Florencia Lico, en su texto “¿Se puede politizar la experiencia anoréxica?”, razona que es muy difícil organizarse con alguien que está convencida de que tiene que cambiar. Asegura que la rigidez de nuestra disciplina obsesiva y el imperativo del encogimiento produce apatía y la dificultad para expresarnos. Esto implica un distanciamiento social. El aislamiento, incluso en su inmenso deseo de acercarse y pertenecer, impide tejer redes, militancia y ayuda mutua. Y termina acertadamente concluyendo que, a diferencia de otros grupos, las personas diagnosticadas de anorexia no estamos organizadas, no estamos juntas.

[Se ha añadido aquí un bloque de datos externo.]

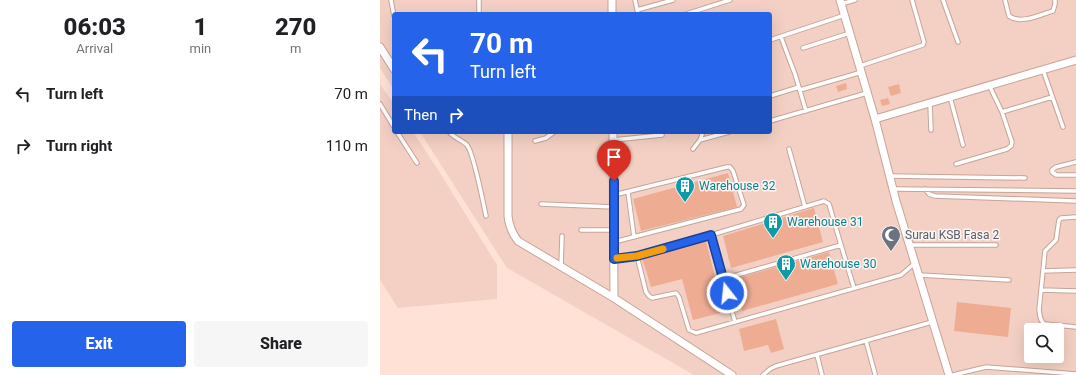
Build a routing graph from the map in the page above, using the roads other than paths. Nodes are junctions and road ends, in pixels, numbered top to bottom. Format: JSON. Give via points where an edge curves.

Podríamos hablar del cuerpo anoréxico, de las razones por las que sucede, de la praxis que suponen estos esqueletos, de las pieles apagadas y la tristeza. Lea Muldtofte define la anorexia como una figura frontera, un cuerpo complejo que escapa la definición (eventualmente), incluso a su propia definición como complejo. Huyendo de toda definición del sistema, de todo decálogo de síntomas y tratamientos, huyendo de cada etiqueta, podríamos, efectivamente, politizar esta realidad, que la rabia, la necesidad de encontrar un alivio en la lucha nos lleven a reunirnos, entre nosotras y con otros colectivos y movimientos que sin nuestra perspectiva política de disciplina-indisciplina, sumisión-rebelión están desnortados.
No somos santas, nos han santificado, pero el camino a todo ello que anhelamos es el disfrute, la politización, la colectividad y, ¿por qué no?, la venganza.
Os esperamos, compañeras, con el esqueleto y los brazos abiertos.